Each of these methods above has benefits and drawbacks which can be dependent on the condition treated. In clinical practice, it is important to utilise delivery methods appropriate for the indication. Just as no two cannabis strains are the same, it is important to avoid a “one-size-fits-all” approach to the prescription of cannabis medicines.
Some indications may require multiple methods of ingestion. For example, in regards to arthritic pain, oil dispensed under the tongue and topical applications can be used in combination for greater efficacy.
When ingesting medical cannabis orally, most treatment protocols involve holding the oil or tincture under the tongue for a period of time. This allows for higher bioavailability when cannabinoids are absorbed via the oral mucosa. Although ingesting medicinal cannabis via the digestive system is suitable for a number of conditions, specifically in Crohns, IBS and for children or the elderly, a large amount of the active constituents are degraded in the acidic environment of the stomach or through liver processes. This is called ‘first pass metabolism’, in that edible or capsuled cannabinoids can have less bioavailability and therefore decreased medicinal action in the body.

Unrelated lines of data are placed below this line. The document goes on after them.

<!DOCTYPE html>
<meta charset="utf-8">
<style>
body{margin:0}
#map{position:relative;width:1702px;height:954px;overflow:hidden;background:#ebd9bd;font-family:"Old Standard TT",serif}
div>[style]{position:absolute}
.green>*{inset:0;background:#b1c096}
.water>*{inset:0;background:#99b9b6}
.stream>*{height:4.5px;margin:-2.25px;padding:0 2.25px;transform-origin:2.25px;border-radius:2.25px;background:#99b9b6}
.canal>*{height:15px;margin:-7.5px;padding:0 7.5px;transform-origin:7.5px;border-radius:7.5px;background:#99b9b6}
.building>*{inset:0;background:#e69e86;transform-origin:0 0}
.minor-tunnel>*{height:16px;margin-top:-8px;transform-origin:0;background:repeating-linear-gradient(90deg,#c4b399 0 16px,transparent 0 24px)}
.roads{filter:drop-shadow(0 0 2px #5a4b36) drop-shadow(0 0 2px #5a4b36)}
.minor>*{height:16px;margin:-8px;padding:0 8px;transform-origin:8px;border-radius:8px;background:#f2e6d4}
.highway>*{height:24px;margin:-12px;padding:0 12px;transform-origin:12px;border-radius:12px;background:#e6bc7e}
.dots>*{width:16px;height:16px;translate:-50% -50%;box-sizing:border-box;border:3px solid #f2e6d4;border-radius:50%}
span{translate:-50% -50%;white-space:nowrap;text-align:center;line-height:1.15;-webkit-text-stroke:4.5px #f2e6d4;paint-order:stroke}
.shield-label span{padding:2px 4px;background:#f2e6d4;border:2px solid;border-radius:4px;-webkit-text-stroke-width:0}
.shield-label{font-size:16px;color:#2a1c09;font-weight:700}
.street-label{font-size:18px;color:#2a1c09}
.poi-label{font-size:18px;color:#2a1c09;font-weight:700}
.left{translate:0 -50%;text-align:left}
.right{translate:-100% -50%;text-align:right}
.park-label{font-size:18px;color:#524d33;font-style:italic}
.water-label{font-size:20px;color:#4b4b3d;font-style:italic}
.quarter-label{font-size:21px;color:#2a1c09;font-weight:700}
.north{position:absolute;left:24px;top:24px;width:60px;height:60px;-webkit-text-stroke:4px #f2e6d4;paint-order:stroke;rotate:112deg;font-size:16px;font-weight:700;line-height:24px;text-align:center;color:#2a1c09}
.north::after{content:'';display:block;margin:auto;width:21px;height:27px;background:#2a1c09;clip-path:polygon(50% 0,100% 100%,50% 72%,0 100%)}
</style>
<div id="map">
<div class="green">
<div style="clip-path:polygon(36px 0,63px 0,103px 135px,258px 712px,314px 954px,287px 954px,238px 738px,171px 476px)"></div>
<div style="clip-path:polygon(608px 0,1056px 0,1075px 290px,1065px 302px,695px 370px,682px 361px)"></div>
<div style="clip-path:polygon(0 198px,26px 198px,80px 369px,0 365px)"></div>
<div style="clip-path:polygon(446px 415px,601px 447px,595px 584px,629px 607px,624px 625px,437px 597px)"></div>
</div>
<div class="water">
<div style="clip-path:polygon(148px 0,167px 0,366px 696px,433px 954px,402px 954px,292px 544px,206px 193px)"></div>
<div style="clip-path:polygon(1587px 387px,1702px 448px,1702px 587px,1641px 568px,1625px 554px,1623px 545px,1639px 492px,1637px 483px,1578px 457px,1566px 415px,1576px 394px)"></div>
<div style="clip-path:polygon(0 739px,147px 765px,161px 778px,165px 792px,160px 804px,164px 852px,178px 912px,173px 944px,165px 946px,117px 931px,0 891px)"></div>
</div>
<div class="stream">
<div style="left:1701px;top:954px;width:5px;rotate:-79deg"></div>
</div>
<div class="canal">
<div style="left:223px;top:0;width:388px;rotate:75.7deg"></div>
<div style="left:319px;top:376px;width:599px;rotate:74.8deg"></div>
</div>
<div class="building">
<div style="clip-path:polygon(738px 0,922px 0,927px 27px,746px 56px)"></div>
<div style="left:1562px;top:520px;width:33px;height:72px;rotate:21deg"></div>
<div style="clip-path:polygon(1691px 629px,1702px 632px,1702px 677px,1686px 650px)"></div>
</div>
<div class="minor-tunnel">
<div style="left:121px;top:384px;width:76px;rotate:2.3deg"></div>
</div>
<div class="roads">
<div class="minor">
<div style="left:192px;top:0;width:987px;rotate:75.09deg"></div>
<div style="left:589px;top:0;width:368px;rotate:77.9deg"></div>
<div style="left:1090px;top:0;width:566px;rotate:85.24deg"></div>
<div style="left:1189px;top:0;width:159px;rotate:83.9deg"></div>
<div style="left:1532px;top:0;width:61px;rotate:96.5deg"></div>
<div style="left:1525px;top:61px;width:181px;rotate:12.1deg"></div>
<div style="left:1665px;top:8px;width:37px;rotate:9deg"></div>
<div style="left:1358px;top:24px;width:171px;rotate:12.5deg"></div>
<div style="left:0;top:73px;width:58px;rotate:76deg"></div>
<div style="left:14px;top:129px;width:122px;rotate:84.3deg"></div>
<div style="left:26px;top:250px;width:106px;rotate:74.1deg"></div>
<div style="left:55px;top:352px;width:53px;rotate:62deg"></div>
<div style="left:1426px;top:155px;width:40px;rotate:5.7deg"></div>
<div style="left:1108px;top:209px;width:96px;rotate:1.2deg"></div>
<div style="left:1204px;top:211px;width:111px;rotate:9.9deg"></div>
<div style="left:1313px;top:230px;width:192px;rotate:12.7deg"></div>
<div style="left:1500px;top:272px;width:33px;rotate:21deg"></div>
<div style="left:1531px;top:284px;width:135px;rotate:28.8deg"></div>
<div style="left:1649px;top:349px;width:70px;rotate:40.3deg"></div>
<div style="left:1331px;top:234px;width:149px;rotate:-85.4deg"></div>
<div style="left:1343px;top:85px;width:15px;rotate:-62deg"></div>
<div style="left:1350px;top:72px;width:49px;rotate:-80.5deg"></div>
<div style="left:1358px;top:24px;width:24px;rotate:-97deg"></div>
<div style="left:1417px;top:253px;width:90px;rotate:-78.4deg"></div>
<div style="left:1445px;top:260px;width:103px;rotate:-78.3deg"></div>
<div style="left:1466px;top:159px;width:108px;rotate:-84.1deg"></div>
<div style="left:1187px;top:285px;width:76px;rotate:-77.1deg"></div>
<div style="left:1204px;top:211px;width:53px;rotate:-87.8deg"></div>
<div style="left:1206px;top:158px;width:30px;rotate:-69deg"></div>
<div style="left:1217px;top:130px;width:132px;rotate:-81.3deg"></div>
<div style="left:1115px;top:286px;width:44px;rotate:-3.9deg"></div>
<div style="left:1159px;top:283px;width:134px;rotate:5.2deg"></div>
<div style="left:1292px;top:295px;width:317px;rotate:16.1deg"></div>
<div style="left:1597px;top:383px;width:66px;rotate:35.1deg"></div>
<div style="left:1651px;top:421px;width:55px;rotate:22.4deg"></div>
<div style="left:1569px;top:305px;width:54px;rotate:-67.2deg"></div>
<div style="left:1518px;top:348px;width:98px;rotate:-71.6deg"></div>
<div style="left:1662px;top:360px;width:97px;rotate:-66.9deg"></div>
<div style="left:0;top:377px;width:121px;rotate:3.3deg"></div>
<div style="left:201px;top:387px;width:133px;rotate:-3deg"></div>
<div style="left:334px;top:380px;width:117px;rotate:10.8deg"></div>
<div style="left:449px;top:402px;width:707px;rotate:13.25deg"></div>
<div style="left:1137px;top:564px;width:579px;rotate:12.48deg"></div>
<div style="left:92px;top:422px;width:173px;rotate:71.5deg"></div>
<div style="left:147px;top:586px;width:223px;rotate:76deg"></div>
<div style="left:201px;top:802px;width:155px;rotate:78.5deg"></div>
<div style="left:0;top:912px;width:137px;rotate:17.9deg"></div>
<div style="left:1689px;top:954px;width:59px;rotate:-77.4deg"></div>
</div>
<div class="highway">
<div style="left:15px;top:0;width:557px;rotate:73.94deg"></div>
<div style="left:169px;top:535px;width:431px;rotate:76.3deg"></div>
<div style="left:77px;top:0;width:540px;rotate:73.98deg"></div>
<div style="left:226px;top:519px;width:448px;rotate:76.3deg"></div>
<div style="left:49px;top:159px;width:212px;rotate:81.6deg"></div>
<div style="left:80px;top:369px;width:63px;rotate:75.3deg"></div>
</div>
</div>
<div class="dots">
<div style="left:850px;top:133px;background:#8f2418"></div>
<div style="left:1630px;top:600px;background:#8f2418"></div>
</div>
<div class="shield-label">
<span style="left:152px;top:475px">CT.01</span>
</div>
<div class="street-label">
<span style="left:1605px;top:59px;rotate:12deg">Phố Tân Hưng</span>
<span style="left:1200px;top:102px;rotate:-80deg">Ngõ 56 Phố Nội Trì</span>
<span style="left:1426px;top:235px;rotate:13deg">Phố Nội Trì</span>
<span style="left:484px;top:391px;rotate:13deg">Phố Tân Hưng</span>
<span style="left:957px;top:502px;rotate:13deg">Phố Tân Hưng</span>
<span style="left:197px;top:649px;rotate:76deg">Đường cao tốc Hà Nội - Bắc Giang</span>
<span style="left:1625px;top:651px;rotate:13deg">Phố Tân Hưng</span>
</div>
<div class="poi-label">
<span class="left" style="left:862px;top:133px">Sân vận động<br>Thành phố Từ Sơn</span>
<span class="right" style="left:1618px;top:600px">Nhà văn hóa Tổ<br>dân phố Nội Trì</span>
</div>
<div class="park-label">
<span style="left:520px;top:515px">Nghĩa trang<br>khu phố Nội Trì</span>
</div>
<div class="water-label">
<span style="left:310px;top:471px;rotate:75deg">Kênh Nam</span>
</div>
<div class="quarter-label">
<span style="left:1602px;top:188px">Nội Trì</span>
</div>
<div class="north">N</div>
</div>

To avoid ‘first pass metabolism’ other methods can be used to increase efficacy and suit specific conditions. The use of suppositories can be particularly relevant for cancers, elderly patients and in cases of Crohn’s disease that affects the large bowel. In this form, cannabinoids are absorbed more fully, over a longer period of time. For patients who have dysphagia, sublingual wafers, sprays or transdermal patches can be indicated, once again avoiding “first pass metabolism” and directing medications into the bloodstream.
For the future, as research expands, expect to see more novel delivery methods including nanotechnology and cutting-edge extraction techniques that offer a broader range of suitable treatment deliveries for varied demographics and ailments.